For training VLMs with the generated data, VQASynth integrates with LoRA (Low-Rank Adaptation) fine-tuning workflows. The repository includes example training scripts that demonstrate how to use the synthetic QA pairs to specialize models like LLaVA or Qwen-VL for spatial reasoning tasks. The authors successfully trained SpaceOm and SpaceThinker models, showing measurable improvements on distance estimation benchmarks—not by making the vision encoder better at depth perception, but by teaching the language model to interpret spatial features the vision encoder already extracts.
Gotcha
VQASynth's Achilles heel is the fundamental limitation of monocular depth estimation. Reconstructing 3D geometry from a single 2D image is an ill-posed problem—multiple 3D scenes can project to identical images. While VGGT performs admirably, it still struggles with transparent objects, mirrors, textureless surfaces, and scenes with unusual lighting. If your depth estimates are garbage, all downstream spatial reasoning inherits that garbage.
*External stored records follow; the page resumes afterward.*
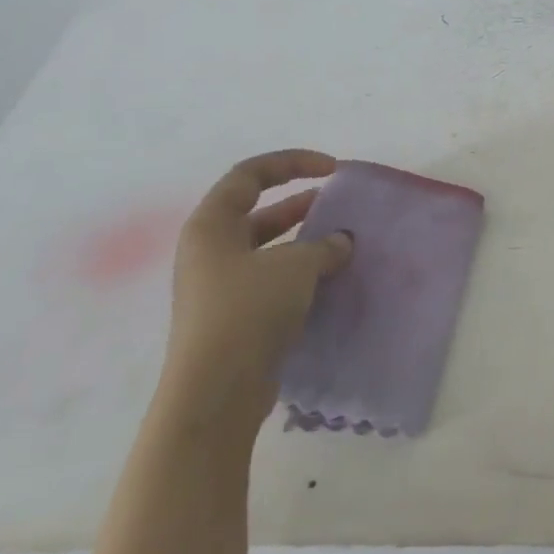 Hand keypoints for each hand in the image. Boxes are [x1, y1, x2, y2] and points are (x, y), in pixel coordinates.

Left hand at [162, 151, 352, 425]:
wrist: (217, 390)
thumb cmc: (247, 311)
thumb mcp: (294, 267)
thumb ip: (323, 246)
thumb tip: (341, 242)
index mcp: (211, 225)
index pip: (250, 174)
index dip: (292, 162)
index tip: (332, 169)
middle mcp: (210, 251)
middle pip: (258, 211)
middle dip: (301, 204)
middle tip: (339, 204)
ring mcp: (220, 286)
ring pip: (267, 249)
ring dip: (305, 242)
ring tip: (343, 242)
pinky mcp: (235, 317)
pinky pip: (272, 281)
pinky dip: (301, 274)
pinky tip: (331, 280) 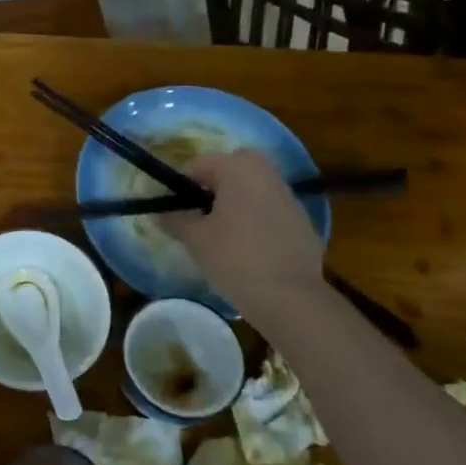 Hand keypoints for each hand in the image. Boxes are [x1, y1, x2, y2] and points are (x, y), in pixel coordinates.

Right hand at [163, 150, 325, 314]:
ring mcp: (289, 195)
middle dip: (208, 192)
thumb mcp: (194, 238)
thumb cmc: (235, 258)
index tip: (172, 212)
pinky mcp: (303, 220)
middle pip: (226, 173)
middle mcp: (266, 172)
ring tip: (220, 236)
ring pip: (249, 191)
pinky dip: (254, 221)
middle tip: (196, 220)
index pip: (196, 166)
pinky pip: (268, 211)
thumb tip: (162, 211)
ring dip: (232, 205)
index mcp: (238, 167)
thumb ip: (174, 218)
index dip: (179, 188)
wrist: (291, 298)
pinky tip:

The templated question generation, while scalable, produces a distinctly synthetic flavor. Questions follow predictable patterns that don't capture the messy, contextual way humans ask about space. "How far is the couch from the table?" appears in the dataset, but you won't find "If I'm sitting on the couch, can I reach my drink on the table without getting up?"—the kind of embodied, purpose-driven spatial query that matters in real applications. Models trained purely on VQASynth data may excel at benchmark distance estimation but fumble when faced with natural language spatial questions that don't match the templates. The solution involves mixing synthetic data with smaller amounts of human-annotated examples, but that reintroduces the annotation cost VQASynth aimed to eliminate.
Verdict
Use if: You're building embodied AI systems (robots, AR applications, navigation assistants) where spatial reasoning is critical and you need training data at scale. VQASynth shines when you have domain-specific images (warehouse floors, surgical environments, home interiors) but lack spatial annotations. It's also excellent for research into spatial reasoning capabilities, letting you control dataset properties and run ablation studies. Skip if: You need millimeter-precise measurements for engineering applications—use actual depth sensors or LiDAR instead. Also skip if your VLM application doesn't involve spatial reasoning (summarization, OCR, general image description) or if you're working with image types where monocular depth estimation fails catastrophically (microscopy, astronomical imagery, abstract art). Finally, if you need production-ready spatial QA with natural language diversity, you'll need to supplement VQASynth's synthetic data with human annotations rather than relying on it exclusively.